Schopenhauer1Eso es lo que pasa cuando se va de visita a casa de un personaje célebre, que se le conocen las costuras. Savater pone en escena a lo largo de la conversación entre el viejo y la joven todas sus minúsculas vanidades, el afán del anciano por seguir despertando admiración, su gusto por la frase afilada y rotunda que produzca un impacto inmediato. Y la muchacha se deja seducir: celebra las ocurrencias del personaje, le aplaude las gracias, permanece a su lado.

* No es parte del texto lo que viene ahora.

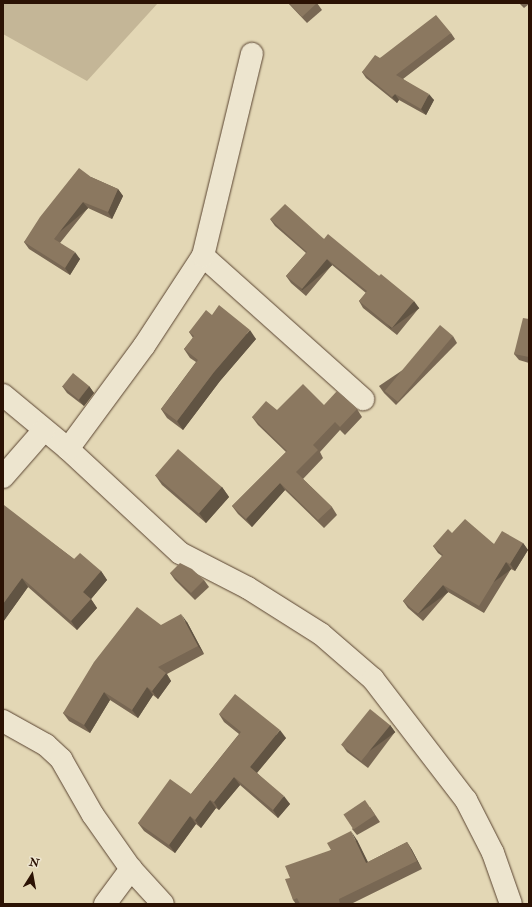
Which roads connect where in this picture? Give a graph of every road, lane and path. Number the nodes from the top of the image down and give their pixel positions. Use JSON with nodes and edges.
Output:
{"nodes":[{"id":1,"x":252,"y":54,"type":"dead end"},
{"id":2,"x":203,"y":256,"type":"junction"},
{"id":3,"x":3,"y":394,"type":"edge"},
{"id":4,"x":363,"y":399,"type":"dead end"},
{"id":5,"x":44,"y":430,"type":"junction"},
{"id":6,"x":68,"y":449,"type":"junction"},
{"id":7,"x":3,"y":477,"type":"edge"},
{"id":8,"x":3,"y":721,"type":"edge"},
{"id":9,"x":131,"y":869,"type":"junction"},
{"id":10,"x":105,"y":904,"type":"edge"},
{"id":11,"x":163,"y":904,"type":"edge"},
{"id":12,"x":511,"y":904,"type":"edge"}],
"edges":[{"from":1,"to":2,"type":"street"},
{"from":2,"to":4,"type":"street"},
{"from":2,"to":6,"type":"street"},
{"from":3,"to":5,"type":"street"},
{"from":5,"to":6,"type":"street"},
{"from":5,"to":7,"type":"street"},
{"from":6,"to":12,"type":"street"},
{"from":8,"to":9,"type":"street"},
{"from":9,"to":10,"type":"street"},
{"from":9,"to":11,"type":"street"}]}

Pero ella está en otra historia y, en cuanto aparece Rodrigo de Zuñiga, el viajero español que visita a Schopenhauer (en la imagen) para pedirle autorización para traducir su obra, no tendrá inconveniente en aceptar los traviesos toqueteos que le prodiga el recién llegado, mientras reclaman la presencia de un espíritu y han tenido que apagar las luces.

En 1850, el filósofo había concluido Parerga y Paralipomena, los escritos en los que estuvo sumergido seis años. Volvía a ocuparse en estos de las grandes cuestiones de El mundo como voluntad y representación y trataba flecos de su pensamiento que no había terminado de desarrollar. Por el tono próximo que utiliza ahí, Safranski considera que se trata de su "filosofía para el mundo". "A medida que conozcamos bastante bien la superficialidad y la futilidad de los pensamientos, los límites reducidos de las nociones, la mezquindad de los sentimientos, lo absurdo de las opiniones y el número considerable de errores que se cobijan en casi todos los cerebros, y a medida que aprendamos por experiencia con qué desprecio se habla en ciertas ocasiones de cada uno de nosotros...", escribió Schopenhauer en ese libro, entonces... "atribuir mucho valor a la opinión de los hombres es hacerles demasiado honor".

También Savater recoge en El traspié ese afán del pensador por quitarle vuelo a las absurdas pretensiones de los hombres. Hay un momento, cuando se interesa por Larra ante Zuñiga, en que Schopenhauer manifiesta su rechazo radical del suicidio. Dice que es "un pecado de optimismo", y afirma después: "Quien se mata da la más universal y estéril de las conclusiones a una ínfima turbación personal. Quiere hacer de su retortijón de tripas todo un destino, en lugar de admitir cuerdamente que cada cual no tiene más destino que los retortijones de sus tripas". Ha quedado claro, ¿verdad? No, no se pierdan esta deliciosa pieza, donde las criaturas humanas tan bien retratadas quedan. Asumámoslo: no hay otro horizonte que el retortijón de tripas. Así que paciencia y buen humor.